Ok - so you might know what I think by the title of post but my husband is terribly afraid we're doing some irreparable damage to our 16 month old by not insisting he learn to "self-soothe". Honestly, the night waking and night nursing is more troubling to my husband than me. He's afraid that since we're not doing things "like everyone else" that our kid will be forever scarred. Of course it didn't help that we spent New Year's eve with our neighbors and 2 other couples who employ the CIO strategy. It nearly killed me that one couple let their 8 month old son cry himself to sleep in the basement of a strange home. But now my husband is voicing doubts about how were are doing things. My feeling is that insisting the child sleep through the night is really for the convenience of the parents and depending on the situation it can sometimes be necessary. But we're not that family. I'm fine with the night waking, we're fine with him in our bed, my husband is just feeling a bit in-secure about our parenting choices and it's driving me crazy!!! I'm typically more self confident than my husband and parenting is just one more example of our personality differences.

Any words of wisdom for me, or my husband? Cause I'm awfully close to saying, Dude, self-soothing is a made up bunch of crap to that parents can justify letting their kids screem their hearts out until they fall asleep...


----------



## readytobedone (Apr 6, 2007)

Quote:


Originally Posted by *vrclay* 
Cause I'm awfully close to saying, Dude, self-soothing is a made up bunch of crap to that parents can justify letting their kids screem their hearts out until they fall asleep...

this is essentially my belief, FWIW. is self-soothing eventually necessary? sure. adults need to know how to handle their emotions and self-regulate. but the way to get there is not to insist your baby do that...


----------



## alegna (Jan 14, 2003)

Of course they will learn to self sooth. Ever hear of mom going off to college with little Bobby b/c he couldn't sleep?
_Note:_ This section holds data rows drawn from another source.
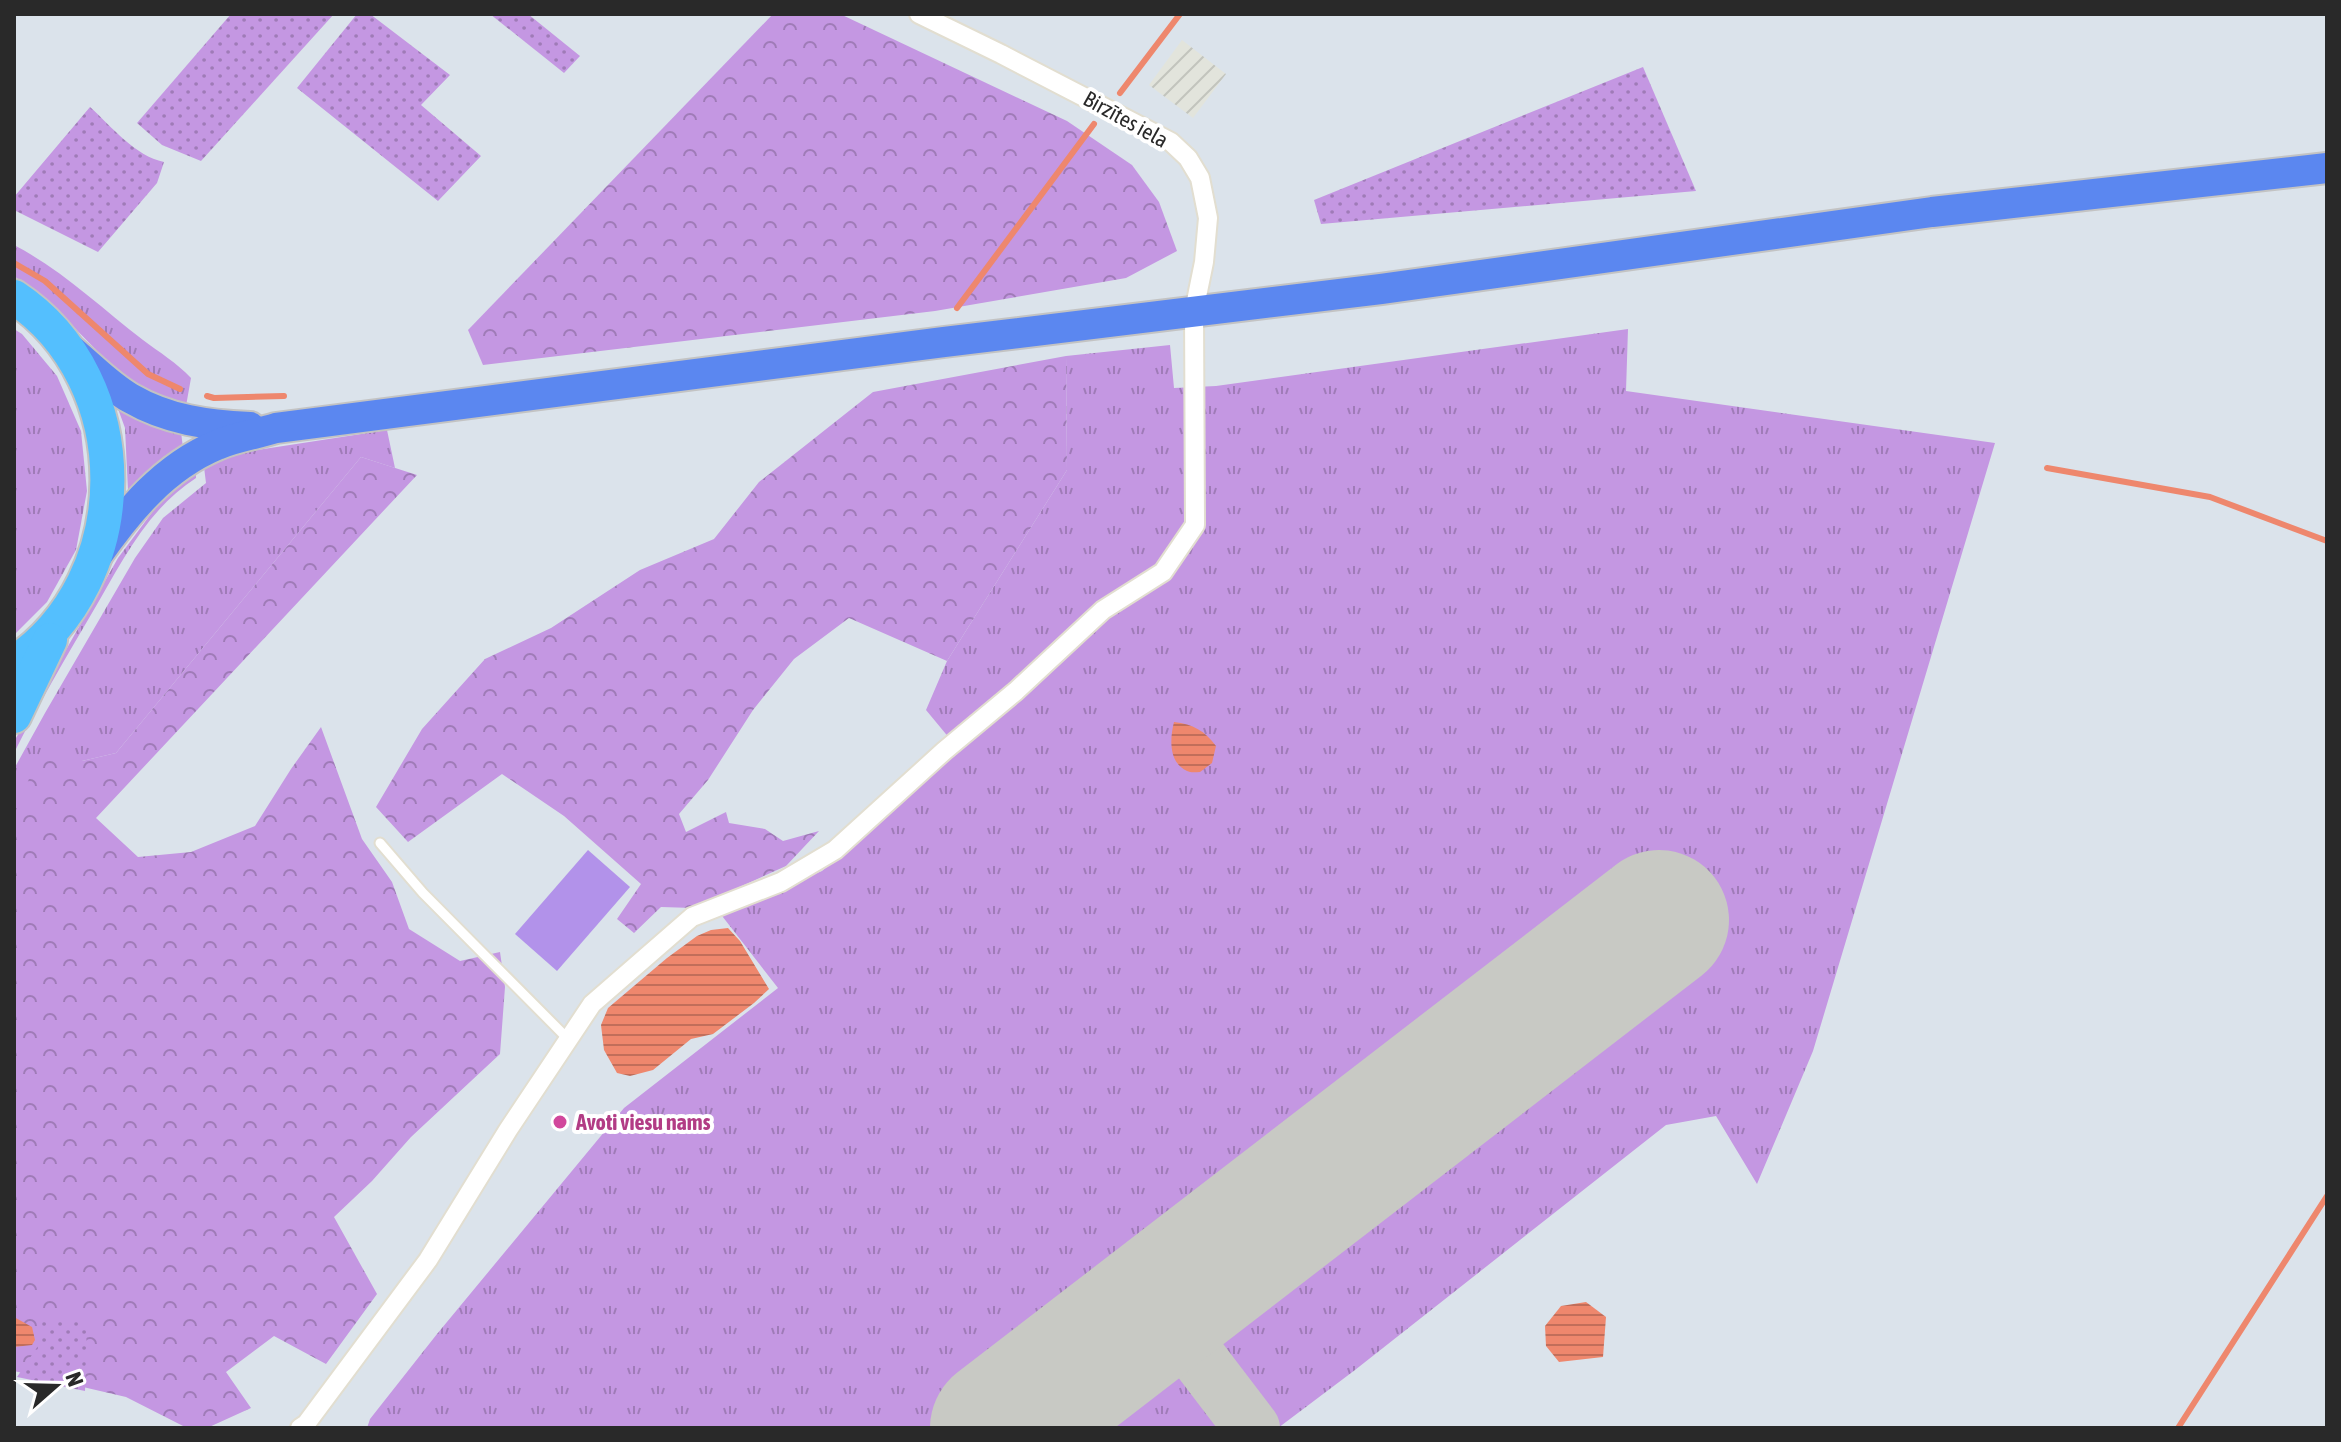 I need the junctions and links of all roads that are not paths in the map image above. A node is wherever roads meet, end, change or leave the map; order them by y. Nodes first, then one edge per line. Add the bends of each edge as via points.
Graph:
1 (919, 14) edge
2 (2327, 168) edge
3 (14, 297) edge
4 (1194, 311) junction
5 (62, 343) junction
6 (276, 428) junction
7 (95, 559) junction
8 (60, 620) junction
9 (14, 663) edge
10 (14, 716) edge
11 (380, 843) dead end
12 (568, 1039) junction
13 (300, 1428) edge

1 - 4 street, Birzītes iela via 1171,142 1188,158 1200,178 1208,218
2 - 4 main road via 1932,212
3 - 5 highway
4 - 6 main road
4 - 12 street, Birzītes iela via 1195,525 1163,572 1103,610 835,850 781,882 692,917 592,1004
5 - 6 main road via 129,397 159,412 190,422
5 - 7 highway via 94,400 105,442 108,496
6 - 7 main road via 219,443 174,469 118,525
7 - 8 highway
8 - 9 highway
8 - 10 highway
11 - 12 lane
12 - 13 street, Birzītes iela via 428,1260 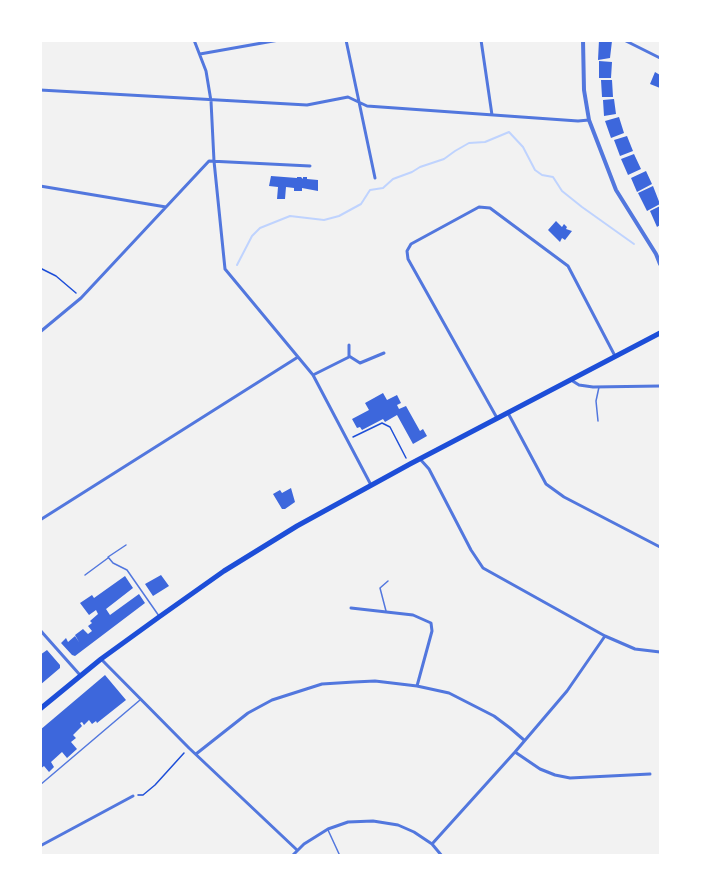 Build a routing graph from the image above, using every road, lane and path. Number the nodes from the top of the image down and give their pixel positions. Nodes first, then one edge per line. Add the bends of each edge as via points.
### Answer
1 (194, 40) edge
2 (279, 40) edge
3 (345, 40) edge
4 (481, 40) edge
5 (583, 40) edge
6 (624, 40) edge
7 (636, 40) edge
8 (634, 46) junction
9 (200, 54) junction
10 (660, 58) edge
11 (40, 90) edge
12 (211, 101) junction
13 (359, 102) junction
14 (492, 115) junction
15 (589, 120) junction
16 (214, 161) junction
17 (310, 166) dead end
18 (375, 178) dead end
19 (40, 186) edge
20 (166, 207) junction
21 (660, 264) edge
22 (40, 268) edge
23 (81, 298) junction
24 (40, 332) edge
25 (660, 333) edge
26 (349, 345) dead end
27 (384, 353) dead end
28 (349, 356) junction
29 (298, 357) junction
30 (616, 357) junction
31 (313, 375) junction
32 (571, 380) junction
33 (599, 386) junction
34 (660, 386) edge
35 (508, 413) junction
36 (498, 419) junction
37 (598, 421) dead end
38 (348, 440) junction
39 (420, 459) junction
40 (410, 464) junction
41 (371, 485) junction
42 (40, 520) edge
43 (126, 545) dead end
44 (660, 547) edge
45 (108, 557) junction
46 (85, 575) dead end
47 (388, 581) dead end
48 (351, 608) dead end
49 (387, 612) junction
50 (159, 617) junction
51 (40, 630) edge
52 (605, 636) junction
53 (660, 652) edge
54 (101, 659) junction
55 (80, 675) junction
56 (417, 686) junction
57 (140, 700) junction
58 (40, 709) edge
59 (524, 740) junction
60 (189, 748) junction
61 (515, 752) junction
62 (196, 754) junction
63 (650, 774) dead end
64 (40, 785) edge
65 (133, 796) joint
66 (328, 829) junction
67 (432, 844) junction
68 (40, 846) edge
69 (297, 850) junction
70 (292, 855) edge
71 (340, 855) edge
72 (442, 855) edge

1 - 9 street
2 - 9 street
3 - 13 street
4 - 14 street
5 - 15 street
6 - 8 street
7 - 8 lane
8 - 10 street
9 - 12 street
11 - 12 street
12 - 13 street via 307,105 348,97
12 - 16 street
13 - 14 street via 367,106
13 - 18 street
14 - 15 street
15 - 21 street via 616,190
16 - 17 street
16 - 20 street via 209,161
16 - 29 street via 225,269
19 - 20 street
20 - 23 street
22 - 23 path
23 - 24 street
25 - 30 main road
26 - 28 street
27 - 28 street via 360,363
28 - 31 street
29 - 31 street
29 - 42 street
30 - 32 main road
30 - 36 street via 568,266 490,208 479,207 411,244 407,251
31 - 38 street
32 - 33 street via 579,385
32 - 35 main road
33 - 34 street
33 - 37 lane
35 - 36 main road
35 - 44 street via 546,483 564,497
36 - 39 main road
38 - 40 path via 382,423 390,427
38 - 41 street
39 - 40 main road
39 - 52 street via 483,568
40 - 41 main road
41 - 50 main road via 224,571
43 - 45 lane
45 - 46 lane
45 - 50 lane via 128,570
47 - 49 lane via 380,590
48 - 49 street
49 - 56 street via 431,622
50 - 54 main road
51 - 55 street
52 - 53 street via 635,649
52 - 59 street via 567,691
54 - 55 main road
54 - 57 street
55 - 58 main road
56 - 59 street via 450,693 478,707
56 - 62 street via 354,682 322,684 291,693 248,713
57 - 60 street
57 - 64 lane
59 - 61 street
60 - 62 street
60 - 65 path via 155,785 143,795
61 - 63 street via 540,769 570,778
61 - 67 street
62 - 69 street
65 - 68 street
66 - 67 street via 348,822 383,822 414,832
66 - 69 street
66 - 71 lane
67 - 72 street
69 - 70 street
Dd has been in our bed from day one. Always nursed on demand, never night weaned, never forced out. In November, at age 4, she decided she wanted her own room. Ta da. Just like that, she's been there since.

-Angela


----------



## azmomtoone (Aug 30, 2008)

Quote:


Originally Posted by *readytobedone* 
this is essentially my belief, FWIW. is self-soothing eventually necessary? sure. adults need to know how to handle their emotions and self-regulate. but the way to get there is not to insist your baby do that...

same here.

We push our kids to be independent so young; a newborn by definition IS dependent, on his parents or caregivers, for everything. The transition from there to an independent adult is a gradual process which takes a long time and SHOULD. There's a lot of learning to be done between newborn and adult. Tons. Why in the world we pick some arbitrary age and say that by XX age a baby/infant/toddler/child should be doing x thing is beyond me, some are gonna do one faster, some another. That includes physical stuff, crawling and walking, AS WELL AS the emotional, like self-soothing and STTN.
That you ignore a child and let them cry does NOT mean they've learned to self-soothe either, just that you've learned to stop caring about their needs. Leave 'em crying long enough, often enough, and they will learn you don't care.
I don't think that there is anyway you can teach a child to self-soothe sooner. Crying alone certainly isn't going to do it....


----------



## Mama Mko (Jul 26, 2007)

Quote:


Originally Posted by *alegna* 
Of course they will learn to self sooth. Ever hear of mom going off to college with little Bobby b/c he couldn't sleep?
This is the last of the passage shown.